Prompt> Print the records below exactly, from the line containing "index mcp: (128, 83)" down to the line containing "pinky tip: (259, 335)", both lines included, and omit every picture.

Exercise input>
Content starts

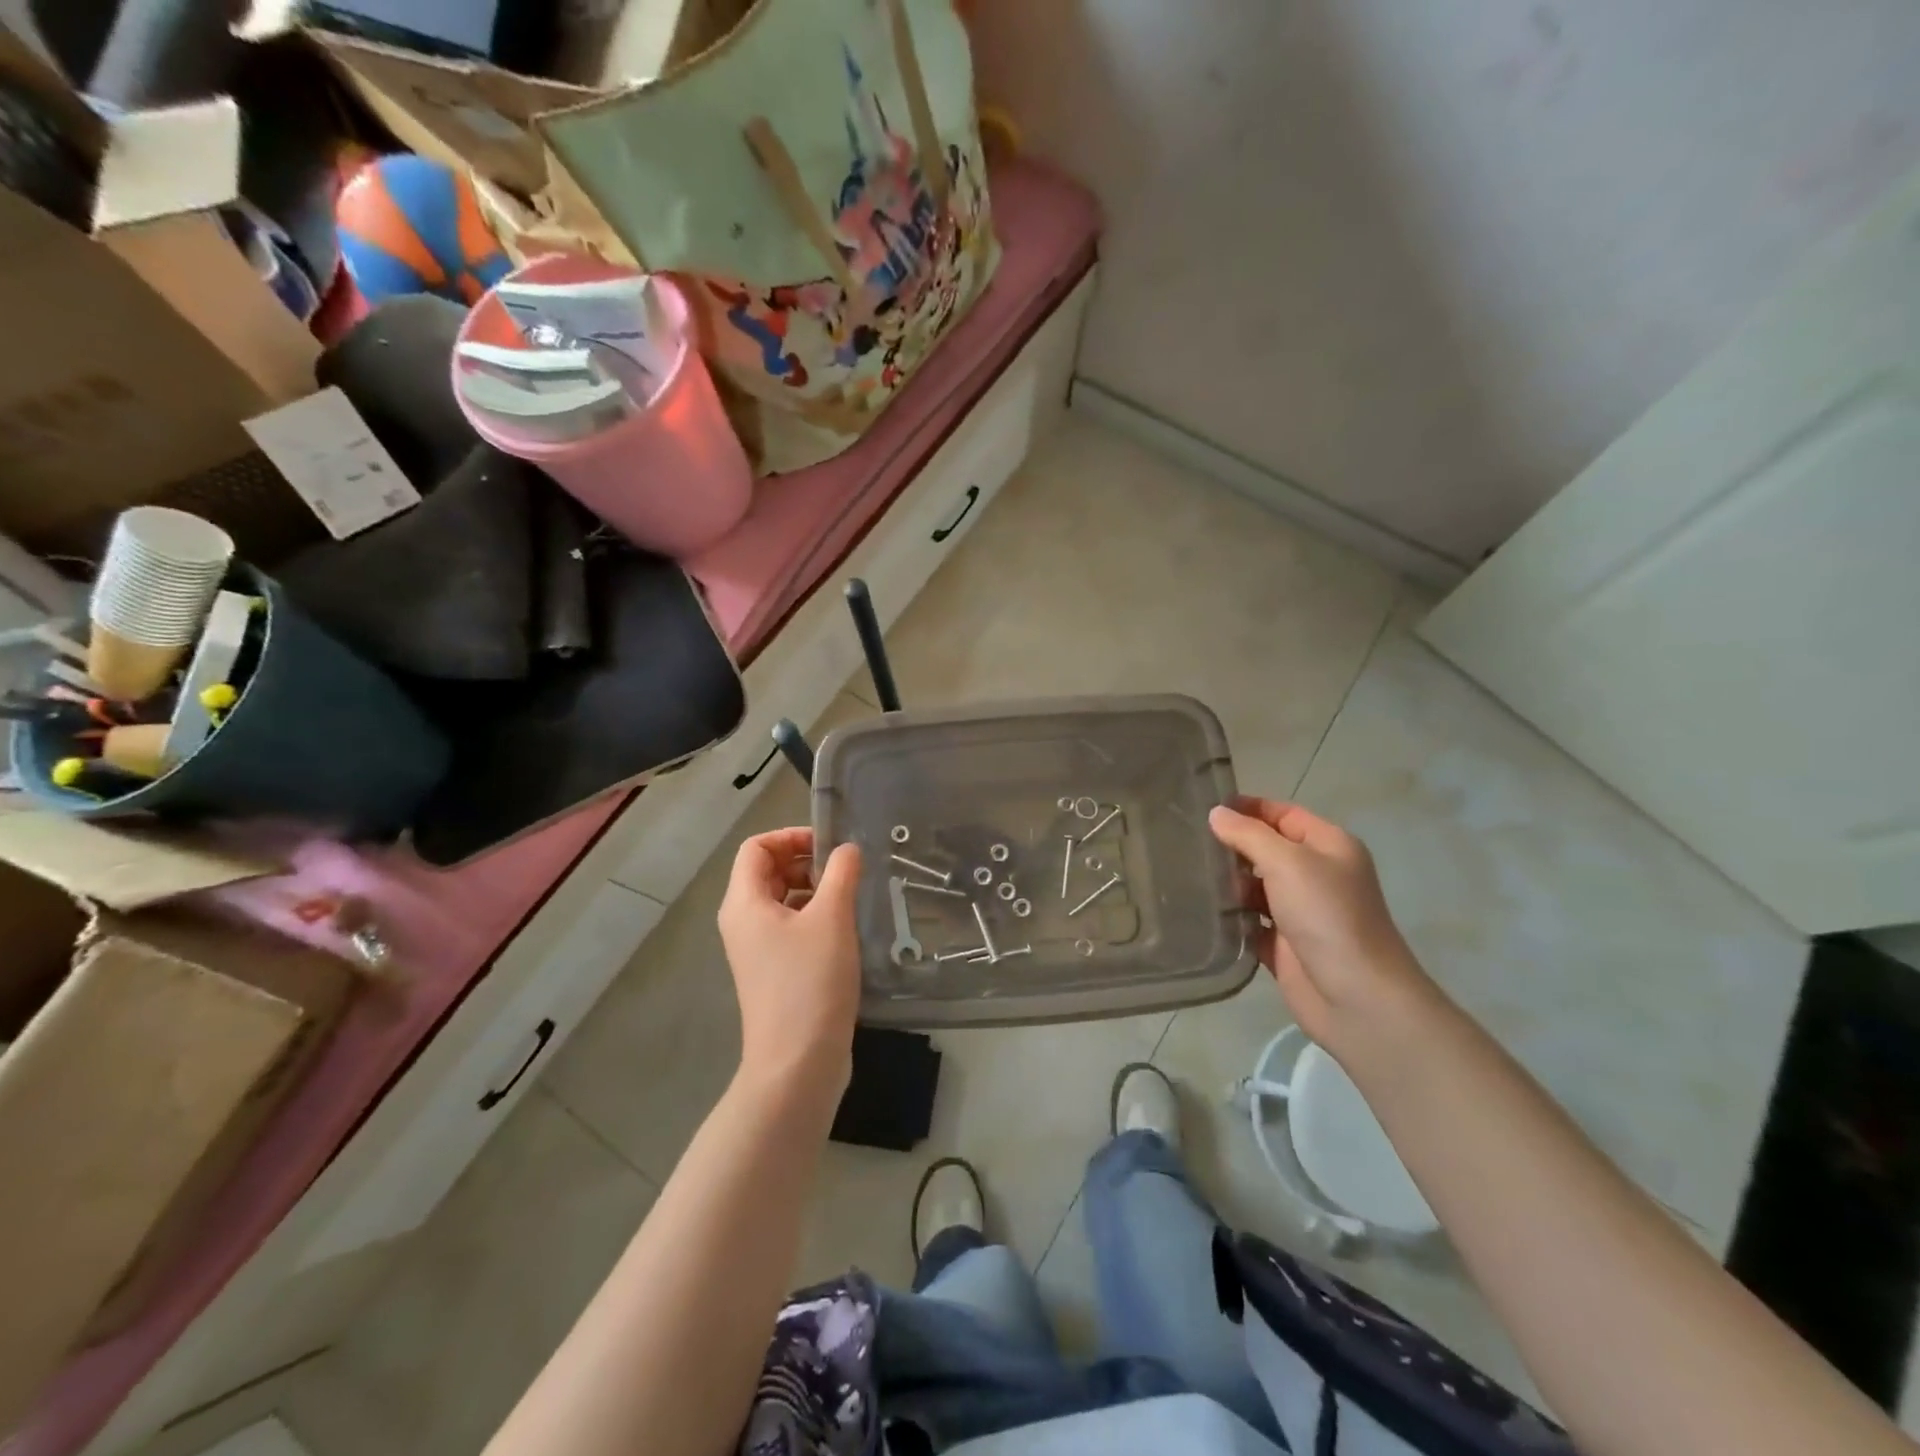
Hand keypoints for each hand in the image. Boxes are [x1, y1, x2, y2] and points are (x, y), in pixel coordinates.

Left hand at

Content ends
Content starts

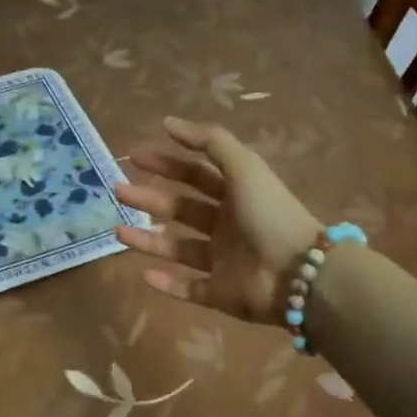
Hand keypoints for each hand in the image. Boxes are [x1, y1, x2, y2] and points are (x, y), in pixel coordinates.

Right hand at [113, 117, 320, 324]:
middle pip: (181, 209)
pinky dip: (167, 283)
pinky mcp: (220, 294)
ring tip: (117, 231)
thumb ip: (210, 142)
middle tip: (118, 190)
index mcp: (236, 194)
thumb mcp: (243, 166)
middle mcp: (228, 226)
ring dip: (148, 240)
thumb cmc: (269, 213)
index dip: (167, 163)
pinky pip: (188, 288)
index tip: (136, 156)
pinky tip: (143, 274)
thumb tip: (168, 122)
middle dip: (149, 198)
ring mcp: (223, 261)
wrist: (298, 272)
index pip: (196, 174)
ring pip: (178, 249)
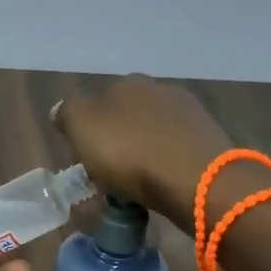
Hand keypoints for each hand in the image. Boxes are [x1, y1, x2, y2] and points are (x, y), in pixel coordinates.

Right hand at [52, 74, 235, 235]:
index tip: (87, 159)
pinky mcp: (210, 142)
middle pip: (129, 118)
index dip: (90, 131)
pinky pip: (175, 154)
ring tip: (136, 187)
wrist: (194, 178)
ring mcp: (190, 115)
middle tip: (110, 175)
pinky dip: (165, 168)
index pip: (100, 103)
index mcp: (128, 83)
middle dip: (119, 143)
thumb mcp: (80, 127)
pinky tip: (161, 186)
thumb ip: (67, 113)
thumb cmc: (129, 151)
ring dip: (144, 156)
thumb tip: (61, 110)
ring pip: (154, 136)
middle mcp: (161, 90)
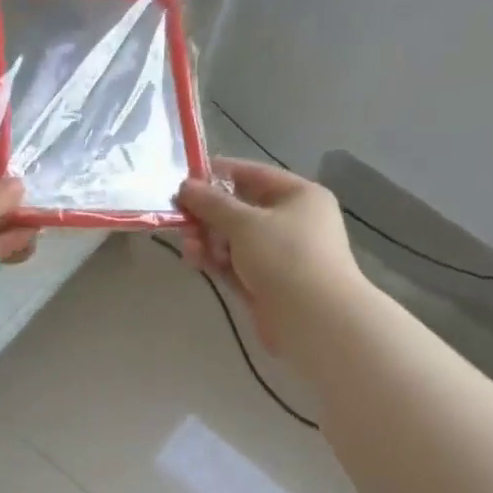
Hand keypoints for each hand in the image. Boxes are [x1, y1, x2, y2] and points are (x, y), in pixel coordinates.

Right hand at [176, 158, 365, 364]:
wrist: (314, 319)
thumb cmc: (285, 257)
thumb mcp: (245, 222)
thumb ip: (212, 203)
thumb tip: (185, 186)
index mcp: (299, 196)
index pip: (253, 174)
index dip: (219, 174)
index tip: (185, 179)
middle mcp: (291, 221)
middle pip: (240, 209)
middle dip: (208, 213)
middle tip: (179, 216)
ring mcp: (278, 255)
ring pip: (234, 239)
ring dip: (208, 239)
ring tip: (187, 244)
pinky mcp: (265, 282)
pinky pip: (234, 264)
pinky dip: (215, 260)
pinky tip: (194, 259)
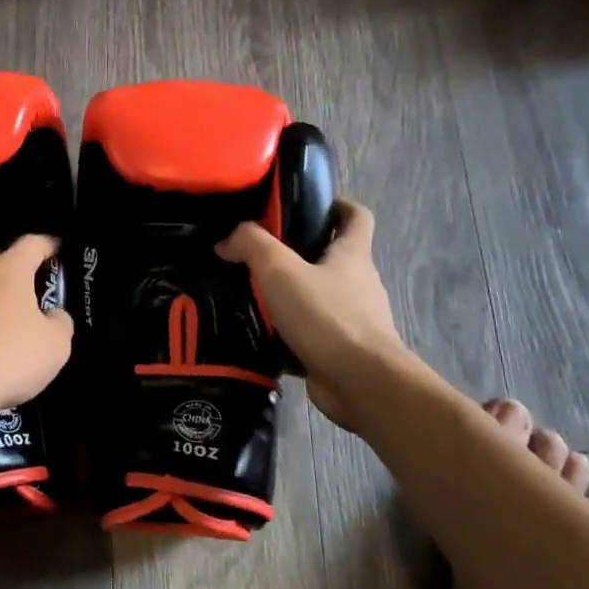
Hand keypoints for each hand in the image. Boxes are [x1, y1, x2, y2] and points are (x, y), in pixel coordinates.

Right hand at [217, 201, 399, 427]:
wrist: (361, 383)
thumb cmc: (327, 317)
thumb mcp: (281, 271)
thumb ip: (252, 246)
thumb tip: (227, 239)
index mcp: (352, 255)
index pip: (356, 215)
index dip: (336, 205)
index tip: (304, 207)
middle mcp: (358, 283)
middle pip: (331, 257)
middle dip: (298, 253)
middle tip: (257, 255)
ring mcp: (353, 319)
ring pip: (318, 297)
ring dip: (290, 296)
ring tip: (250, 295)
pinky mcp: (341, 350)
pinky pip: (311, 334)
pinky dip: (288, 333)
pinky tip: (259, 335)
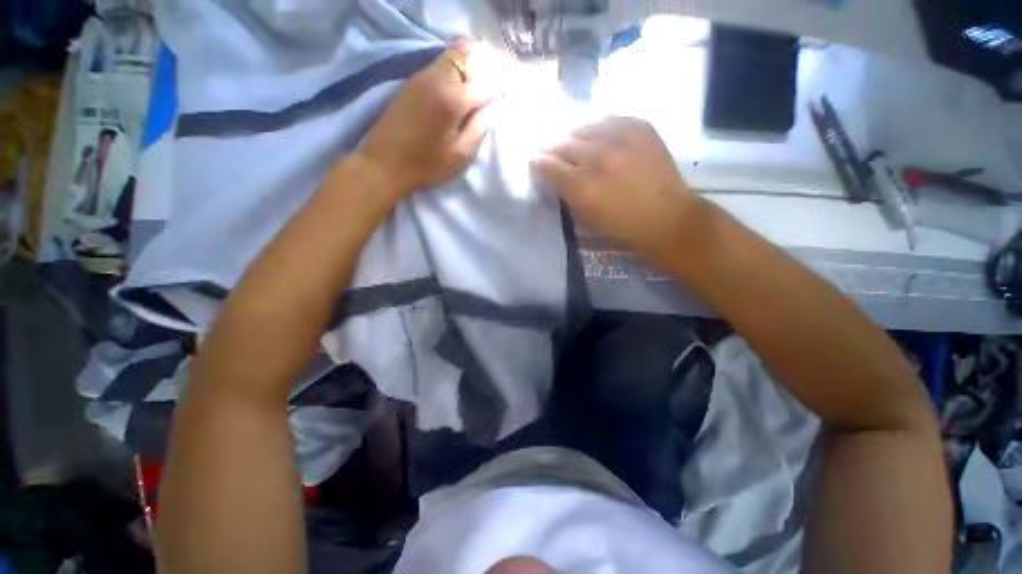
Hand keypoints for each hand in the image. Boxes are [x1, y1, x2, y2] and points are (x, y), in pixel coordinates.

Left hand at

Content ends

Result of the exercise>
index mcp: (128, 83)
middle dip: (119, 143)
thumb mcp: (80, 127)
pinky tip: (161, 186)
thumb ip: (67, 113)
thumb cmc: (129, 151)
ring dip: (144, 156)
thumb tip: (61, 110)
ring pip: (154, 136)
middle mcp: (161, 90)
Hand keypoints for each hand in the image. Boxes are [x1, y1, x2, y2] and points are (x, y), in pixel coordinates.

Right hand at [176, 158, 365, 364]:
wrist: (314, 319)
thumb cmc: (285, 257)
thumb mcp: (245, 222)
thumb ip: (212, 203)
thumb tip: (185, 186)
index mcp: (299, 196)
index pip: (253, 174)
index dip: (219, 174)
index tip: (185, 179)
middle mcp: (291, 221)
middle pip: (240, 209)
middle dip: (208, 213)
middle tip: (179, 216)
ring mcp: (278, 255)
ring pip: (234, 239)
ring dip: (208, 239)
ring tip: (187, 244)
pinky mcp: (265, 282)
pinky pip: (234, 264)
pinky dip: (215, 260)
pinky tip: (194, 259)
Hand keypoints for each hand in the image. Boxes are [x1, y1, x2, y2] and points are (x, y), in pixel coordinates.

Right hand at [217, 201, 399, 427]:
wrist: (361, 383)
thumb cmc: (327, 317)
thumb mcp: (281, 271)
thumb ip: (252, 246)
thumb tip: (227, 239)
index mcp: (352, 255)
index pip: (356, 215)
index dip: (336, 205)
index tip: (304, 207)
middle mcp: (358, 283)
middle pip: (331, 257)
middle dip: (298, 253)
middle tip: (257, 255)
ring mcp: (353, 319)
ring pip: (318, 297)
ring dip: (290, 296)
ring tip: (250, 295)
pinky mcp: (341, 350)
pinky pip: (311, 334)
pinky dip: (288, 333)
pinky tip: (259, 335)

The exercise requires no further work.